I'm running unittests on a CentOS 6.4 Virtual Box slave via Jenkins on a Windows host. Randomly I get core dumps for no obvious reason. I don't use any C extension in my code and don't use ctypes. The (proprietary) software is plain Python with a multi-threaded architecture. There might be a threading race condition in the code but according to http://stackoverflow.com/a/13654489/851737 this shouldn't result in a segfault. So it might be a bug in Python. I appended one log (I have various others if you wish to see them) with faulthandler enabled by https://pypi.python.org/pypi/nose-faulthandler.
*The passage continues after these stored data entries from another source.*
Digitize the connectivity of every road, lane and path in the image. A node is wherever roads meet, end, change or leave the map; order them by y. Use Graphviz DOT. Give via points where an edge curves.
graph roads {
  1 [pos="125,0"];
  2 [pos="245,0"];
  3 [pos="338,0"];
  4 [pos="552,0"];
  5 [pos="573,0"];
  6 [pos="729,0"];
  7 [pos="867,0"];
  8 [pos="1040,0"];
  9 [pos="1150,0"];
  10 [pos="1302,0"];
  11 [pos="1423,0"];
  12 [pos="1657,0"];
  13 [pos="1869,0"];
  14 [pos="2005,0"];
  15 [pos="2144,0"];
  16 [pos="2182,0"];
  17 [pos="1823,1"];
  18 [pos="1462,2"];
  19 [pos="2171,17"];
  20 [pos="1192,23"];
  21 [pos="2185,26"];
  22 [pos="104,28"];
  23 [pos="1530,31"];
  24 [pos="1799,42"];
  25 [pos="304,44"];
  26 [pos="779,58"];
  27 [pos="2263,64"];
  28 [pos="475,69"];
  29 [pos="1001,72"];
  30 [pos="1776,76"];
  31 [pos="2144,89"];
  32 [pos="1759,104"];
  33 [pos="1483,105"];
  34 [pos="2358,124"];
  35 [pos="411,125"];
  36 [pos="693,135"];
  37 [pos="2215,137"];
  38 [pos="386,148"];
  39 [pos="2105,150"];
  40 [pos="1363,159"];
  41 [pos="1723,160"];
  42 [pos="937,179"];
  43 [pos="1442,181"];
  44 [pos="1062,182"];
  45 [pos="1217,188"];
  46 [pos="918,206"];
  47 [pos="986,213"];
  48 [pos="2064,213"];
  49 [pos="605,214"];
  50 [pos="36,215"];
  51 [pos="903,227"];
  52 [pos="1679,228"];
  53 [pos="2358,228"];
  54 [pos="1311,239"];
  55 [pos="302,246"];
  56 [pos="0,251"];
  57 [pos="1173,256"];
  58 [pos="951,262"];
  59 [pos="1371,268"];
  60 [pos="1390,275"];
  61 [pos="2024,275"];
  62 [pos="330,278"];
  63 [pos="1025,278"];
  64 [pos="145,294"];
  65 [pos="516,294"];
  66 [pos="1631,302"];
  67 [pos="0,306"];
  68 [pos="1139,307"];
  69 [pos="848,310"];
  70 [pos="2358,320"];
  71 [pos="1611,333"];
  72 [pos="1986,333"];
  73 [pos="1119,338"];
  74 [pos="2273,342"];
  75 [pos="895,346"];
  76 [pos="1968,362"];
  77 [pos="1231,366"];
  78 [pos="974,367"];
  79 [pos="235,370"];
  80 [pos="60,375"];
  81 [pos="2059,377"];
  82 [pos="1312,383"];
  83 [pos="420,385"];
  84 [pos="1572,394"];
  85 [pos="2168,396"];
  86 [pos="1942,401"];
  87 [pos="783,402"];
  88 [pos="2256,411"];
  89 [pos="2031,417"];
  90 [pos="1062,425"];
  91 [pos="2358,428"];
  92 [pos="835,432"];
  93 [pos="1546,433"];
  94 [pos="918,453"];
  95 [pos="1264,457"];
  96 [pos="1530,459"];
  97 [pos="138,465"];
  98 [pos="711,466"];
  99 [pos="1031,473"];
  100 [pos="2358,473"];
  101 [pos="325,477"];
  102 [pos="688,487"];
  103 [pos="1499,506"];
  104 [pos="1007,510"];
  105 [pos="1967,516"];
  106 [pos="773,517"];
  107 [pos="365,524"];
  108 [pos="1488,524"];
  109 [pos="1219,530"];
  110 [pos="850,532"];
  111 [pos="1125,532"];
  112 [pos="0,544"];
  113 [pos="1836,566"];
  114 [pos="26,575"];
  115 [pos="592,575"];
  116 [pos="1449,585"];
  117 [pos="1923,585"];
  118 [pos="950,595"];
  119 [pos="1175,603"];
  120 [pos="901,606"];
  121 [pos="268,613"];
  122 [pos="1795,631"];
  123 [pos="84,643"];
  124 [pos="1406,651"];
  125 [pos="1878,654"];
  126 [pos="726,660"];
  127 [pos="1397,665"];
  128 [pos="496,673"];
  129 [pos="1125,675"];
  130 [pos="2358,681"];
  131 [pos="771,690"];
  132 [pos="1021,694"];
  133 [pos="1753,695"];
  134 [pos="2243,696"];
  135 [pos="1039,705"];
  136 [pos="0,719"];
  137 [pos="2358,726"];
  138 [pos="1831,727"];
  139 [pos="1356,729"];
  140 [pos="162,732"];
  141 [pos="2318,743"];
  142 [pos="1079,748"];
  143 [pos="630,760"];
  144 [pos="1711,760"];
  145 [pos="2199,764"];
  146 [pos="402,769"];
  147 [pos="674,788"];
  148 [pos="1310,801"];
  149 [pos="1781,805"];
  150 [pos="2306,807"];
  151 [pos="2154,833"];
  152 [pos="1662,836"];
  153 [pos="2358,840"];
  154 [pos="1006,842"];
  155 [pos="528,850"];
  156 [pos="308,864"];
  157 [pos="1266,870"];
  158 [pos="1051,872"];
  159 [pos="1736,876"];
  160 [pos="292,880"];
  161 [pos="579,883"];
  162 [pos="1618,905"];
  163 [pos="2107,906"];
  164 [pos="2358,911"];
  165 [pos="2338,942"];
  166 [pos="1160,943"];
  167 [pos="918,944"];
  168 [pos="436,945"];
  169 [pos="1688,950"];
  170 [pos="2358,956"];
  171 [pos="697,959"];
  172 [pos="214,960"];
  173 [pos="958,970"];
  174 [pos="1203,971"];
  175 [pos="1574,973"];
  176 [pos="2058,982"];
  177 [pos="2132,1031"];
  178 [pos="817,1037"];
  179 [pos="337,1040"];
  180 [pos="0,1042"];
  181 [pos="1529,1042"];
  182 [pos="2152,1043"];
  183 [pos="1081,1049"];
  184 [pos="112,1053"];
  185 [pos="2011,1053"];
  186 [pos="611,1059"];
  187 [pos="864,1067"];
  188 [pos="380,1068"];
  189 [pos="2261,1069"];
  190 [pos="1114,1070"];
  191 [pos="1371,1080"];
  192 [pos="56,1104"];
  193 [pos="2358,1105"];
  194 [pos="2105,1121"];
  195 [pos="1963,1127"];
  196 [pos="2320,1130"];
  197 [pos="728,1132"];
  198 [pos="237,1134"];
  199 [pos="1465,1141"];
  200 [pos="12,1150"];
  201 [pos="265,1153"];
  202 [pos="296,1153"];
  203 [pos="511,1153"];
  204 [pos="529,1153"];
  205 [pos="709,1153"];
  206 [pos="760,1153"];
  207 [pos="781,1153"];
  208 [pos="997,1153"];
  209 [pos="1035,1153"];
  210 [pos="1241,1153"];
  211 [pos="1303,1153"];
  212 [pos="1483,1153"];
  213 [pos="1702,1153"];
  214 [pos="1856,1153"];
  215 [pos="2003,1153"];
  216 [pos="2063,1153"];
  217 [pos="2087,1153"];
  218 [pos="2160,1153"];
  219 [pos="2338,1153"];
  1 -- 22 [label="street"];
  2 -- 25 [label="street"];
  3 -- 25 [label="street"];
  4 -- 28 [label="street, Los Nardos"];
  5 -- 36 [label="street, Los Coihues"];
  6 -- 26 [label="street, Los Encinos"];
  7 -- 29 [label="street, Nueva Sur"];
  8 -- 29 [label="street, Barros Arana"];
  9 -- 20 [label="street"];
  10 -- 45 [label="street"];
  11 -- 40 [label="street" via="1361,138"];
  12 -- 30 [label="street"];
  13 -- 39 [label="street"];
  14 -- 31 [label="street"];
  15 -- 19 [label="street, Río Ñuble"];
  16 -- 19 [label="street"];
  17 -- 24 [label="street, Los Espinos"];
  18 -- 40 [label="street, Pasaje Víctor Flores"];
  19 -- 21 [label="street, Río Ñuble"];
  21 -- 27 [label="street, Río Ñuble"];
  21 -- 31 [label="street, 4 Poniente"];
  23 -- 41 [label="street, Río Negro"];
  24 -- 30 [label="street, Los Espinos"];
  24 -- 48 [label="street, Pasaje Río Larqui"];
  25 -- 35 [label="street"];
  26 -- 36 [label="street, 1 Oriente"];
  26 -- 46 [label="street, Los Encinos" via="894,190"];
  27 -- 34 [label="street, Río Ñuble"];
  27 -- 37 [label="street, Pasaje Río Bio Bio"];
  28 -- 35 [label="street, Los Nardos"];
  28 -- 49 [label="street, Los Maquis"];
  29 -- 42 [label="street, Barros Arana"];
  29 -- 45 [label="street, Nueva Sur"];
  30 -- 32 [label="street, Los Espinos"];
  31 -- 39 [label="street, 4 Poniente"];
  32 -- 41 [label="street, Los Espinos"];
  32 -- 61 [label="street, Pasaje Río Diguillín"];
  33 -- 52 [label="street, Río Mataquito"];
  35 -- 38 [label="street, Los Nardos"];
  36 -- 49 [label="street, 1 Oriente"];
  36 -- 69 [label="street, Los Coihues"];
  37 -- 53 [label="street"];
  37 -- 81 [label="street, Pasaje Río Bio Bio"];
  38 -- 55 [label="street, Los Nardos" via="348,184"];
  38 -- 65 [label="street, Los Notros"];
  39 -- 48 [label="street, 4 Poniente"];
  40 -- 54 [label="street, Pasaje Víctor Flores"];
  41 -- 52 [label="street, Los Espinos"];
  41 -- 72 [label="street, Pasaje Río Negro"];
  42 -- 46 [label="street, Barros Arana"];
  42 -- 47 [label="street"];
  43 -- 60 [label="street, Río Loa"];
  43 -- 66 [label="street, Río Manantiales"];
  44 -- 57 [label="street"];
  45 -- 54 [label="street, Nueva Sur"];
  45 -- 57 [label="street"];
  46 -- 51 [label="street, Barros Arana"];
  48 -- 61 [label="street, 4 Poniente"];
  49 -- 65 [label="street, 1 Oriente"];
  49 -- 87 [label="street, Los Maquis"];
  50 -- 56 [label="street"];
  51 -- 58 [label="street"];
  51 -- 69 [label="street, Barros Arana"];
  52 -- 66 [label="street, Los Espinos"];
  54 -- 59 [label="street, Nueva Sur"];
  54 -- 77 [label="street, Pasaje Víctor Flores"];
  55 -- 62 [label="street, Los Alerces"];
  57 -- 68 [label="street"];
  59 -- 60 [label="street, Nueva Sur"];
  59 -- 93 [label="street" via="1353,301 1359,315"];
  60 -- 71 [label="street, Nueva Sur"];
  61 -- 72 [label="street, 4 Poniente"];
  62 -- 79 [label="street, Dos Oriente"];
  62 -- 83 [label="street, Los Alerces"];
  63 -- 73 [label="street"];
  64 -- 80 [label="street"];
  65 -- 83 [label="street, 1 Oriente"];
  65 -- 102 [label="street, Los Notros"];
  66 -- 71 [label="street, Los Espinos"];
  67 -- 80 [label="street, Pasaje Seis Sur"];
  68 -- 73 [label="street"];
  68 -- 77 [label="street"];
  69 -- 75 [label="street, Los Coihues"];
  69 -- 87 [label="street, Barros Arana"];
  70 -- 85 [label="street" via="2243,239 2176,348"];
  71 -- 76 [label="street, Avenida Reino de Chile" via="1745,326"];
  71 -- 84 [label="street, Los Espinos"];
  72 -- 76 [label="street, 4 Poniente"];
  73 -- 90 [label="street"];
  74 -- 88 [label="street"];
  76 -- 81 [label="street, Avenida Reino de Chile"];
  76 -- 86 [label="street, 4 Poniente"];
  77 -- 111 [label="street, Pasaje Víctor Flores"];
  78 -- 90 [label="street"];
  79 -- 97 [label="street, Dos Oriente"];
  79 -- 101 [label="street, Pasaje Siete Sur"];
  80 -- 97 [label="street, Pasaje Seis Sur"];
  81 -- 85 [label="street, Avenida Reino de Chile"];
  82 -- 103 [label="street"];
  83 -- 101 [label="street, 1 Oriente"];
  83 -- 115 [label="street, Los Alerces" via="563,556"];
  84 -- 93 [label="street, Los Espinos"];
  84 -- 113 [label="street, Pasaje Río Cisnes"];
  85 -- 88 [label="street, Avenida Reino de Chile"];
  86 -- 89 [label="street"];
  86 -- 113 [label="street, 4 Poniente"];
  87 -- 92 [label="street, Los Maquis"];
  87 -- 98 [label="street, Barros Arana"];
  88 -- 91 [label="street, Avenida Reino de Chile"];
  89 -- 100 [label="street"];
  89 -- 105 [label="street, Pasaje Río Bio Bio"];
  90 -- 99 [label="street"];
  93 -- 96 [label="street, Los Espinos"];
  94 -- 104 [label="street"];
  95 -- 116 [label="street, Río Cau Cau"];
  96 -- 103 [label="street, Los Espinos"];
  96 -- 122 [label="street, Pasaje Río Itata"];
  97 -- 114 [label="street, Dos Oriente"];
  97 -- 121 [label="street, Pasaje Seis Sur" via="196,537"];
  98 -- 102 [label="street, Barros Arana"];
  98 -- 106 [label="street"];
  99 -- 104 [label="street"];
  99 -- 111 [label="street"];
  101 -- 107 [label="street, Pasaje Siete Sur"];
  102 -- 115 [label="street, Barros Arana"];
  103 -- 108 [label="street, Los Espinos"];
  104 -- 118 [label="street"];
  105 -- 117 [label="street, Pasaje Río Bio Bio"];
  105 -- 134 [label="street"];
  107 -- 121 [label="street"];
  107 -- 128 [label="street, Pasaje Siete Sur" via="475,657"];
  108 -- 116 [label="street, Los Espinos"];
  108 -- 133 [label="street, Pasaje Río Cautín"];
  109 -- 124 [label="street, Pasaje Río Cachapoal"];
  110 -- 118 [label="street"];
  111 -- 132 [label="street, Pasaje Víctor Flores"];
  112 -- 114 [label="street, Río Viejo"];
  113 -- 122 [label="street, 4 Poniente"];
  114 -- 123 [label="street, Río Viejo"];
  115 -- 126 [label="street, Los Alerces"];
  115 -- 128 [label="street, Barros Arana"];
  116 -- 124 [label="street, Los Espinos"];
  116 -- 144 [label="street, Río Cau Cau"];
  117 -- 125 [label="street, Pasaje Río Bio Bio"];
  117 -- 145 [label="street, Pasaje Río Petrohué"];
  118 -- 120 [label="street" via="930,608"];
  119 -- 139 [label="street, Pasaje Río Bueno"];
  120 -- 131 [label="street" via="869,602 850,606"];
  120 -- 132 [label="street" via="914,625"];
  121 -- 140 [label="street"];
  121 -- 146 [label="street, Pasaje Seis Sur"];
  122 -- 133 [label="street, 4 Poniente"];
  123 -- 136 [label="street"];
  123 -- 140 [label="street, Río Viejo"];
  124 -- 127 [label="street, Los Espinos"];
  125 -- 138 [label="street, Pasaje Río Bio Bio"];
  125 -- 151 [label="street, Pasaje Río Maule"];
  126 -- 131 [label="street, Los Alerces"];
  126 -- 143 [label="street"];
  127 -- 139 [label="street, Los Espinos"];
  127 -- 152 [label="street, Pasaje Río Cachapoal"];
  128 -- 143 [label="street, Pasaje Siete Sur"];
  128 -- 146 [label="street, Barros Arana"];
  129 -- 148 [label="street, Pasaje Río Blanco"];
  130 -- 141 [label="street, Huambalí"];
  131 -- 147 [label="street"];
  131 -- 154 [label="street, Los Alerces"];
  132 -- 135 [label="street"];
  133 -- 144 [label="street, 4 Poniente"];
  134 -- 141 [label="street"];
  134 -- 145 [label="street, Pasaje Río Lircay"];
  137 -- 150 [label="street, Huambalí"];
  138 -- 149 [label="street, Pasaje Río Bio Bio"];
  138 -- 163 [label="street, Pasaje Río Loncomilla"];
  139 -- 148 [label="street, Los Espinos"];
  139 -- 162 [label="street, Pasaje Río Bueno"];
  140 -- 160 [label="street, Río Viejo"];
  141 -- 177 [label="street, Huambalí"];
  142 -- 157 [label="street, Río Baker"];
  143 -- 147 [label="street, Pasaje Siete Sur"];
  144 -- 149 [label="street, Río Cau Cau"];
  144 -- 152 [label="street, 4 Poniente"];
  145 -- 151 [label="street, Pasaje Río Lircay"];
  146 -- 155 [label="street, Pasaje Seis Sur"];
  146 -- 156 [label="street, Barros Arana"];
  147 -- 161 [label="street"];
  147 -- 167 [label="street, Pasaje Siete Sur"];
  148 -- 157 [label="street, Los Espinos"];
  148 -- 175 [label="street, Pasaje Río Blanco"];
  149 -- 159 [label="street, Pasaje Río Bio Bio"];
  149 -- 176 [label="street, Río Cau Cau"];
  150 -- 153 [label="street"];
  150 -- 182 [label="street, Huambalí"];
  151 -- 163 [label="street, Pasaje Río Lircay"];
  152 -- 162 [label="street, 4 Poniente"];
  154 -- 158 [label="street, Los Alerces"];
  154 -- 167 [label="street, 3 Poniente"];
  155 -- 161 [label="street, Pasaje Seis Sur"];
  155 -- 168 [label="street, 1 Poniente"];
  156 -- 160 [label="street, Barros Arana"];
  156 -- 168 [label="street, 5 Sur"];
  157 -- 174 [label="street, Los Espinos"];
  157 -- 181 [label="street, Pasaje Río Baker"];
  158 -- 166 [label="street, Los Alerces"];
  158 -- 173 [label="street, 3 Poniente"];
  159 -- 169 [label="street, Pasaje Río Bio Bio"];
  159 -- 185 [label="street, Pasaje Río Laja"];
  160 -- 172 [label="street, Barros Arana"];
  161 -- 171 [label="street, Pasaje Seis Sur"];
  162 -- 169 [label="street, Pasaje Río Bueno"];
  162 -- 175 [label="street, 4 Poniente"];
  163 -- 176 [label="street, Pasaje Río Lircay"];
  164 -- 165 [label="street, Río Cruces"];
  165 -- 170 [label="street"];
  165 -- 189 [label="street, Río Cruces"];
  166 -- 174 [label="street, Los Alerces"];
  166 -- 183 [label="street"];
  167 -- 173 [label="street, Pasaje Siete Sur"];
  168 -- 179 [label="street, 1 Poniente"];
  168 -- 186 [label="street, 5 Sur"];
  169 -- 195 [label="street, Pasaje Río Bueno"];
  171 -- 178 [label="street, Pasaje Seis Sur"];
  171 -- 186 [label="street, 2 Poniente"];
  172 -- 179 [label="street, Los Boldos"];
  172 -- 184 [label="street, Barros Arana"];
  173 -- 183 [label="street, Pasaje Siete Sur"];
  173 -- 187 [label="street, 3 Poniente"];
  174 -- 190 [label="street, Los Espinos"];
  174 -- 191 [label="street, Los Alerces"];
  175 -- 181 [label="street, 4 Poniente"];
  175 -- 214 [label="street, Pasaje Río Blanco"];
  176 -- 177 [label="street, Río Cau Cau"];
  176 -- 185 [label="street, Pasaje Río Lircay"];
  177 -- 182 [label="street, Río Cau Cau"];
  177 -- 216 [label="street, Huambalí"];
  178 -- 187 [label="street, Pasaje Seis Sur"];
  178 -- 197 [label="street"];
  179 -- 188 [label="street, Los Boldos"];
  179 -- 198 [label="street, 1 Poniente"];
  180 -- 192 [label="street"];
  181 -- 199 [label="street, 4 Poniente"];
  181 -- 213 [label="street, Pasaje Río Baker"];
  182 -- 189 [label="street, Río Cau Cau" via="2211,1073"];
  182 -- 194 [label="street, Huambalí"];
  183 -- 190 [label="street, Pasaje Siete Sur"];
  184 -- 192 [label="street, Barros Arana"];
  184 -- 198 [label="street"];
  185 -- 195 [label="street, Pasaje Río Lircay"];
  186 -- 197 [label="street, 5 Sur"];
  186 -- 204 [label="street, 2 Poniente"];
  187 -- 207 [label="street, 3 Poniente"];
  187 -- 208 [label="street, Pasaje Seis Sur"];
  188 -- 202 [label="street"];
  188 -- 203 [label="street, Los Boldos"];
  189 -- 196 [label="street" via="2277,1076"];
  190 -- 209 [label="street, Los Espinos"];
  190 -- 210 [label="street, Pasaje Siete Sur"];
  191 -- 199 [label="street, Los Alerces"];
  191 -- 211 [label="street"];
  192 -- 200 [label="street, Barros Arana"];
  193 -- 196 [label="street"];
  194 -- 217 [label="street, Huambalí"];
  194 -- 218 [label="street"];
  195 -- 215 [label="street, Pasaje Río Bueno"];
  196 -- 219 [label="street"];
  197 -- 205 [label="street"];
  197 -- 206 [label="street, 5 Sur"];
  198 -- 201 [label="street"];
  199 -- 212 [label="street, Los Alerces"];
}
Yes, I could reproduce segfaults on Python 2.7 (looks like it is even worse than on 2.6 where it appeared only randomly). I was not quite accurate in my initial comment. I don't use any custom C extensions but I'm using pygtk/gobject so it might be a bug there. However, my library contains a coroutine scheduler similar to tulip so it is very likely that this is related to #14432. I'll try that patch and keep you posted.
> I have a core dump, should I upload it? The coredump is not useful if we cannot analyze it. Please open it in gdb, type "thread all apply where" and copy/paste in a file and attach the file. You may use "set pagination off" for easier copy/paste.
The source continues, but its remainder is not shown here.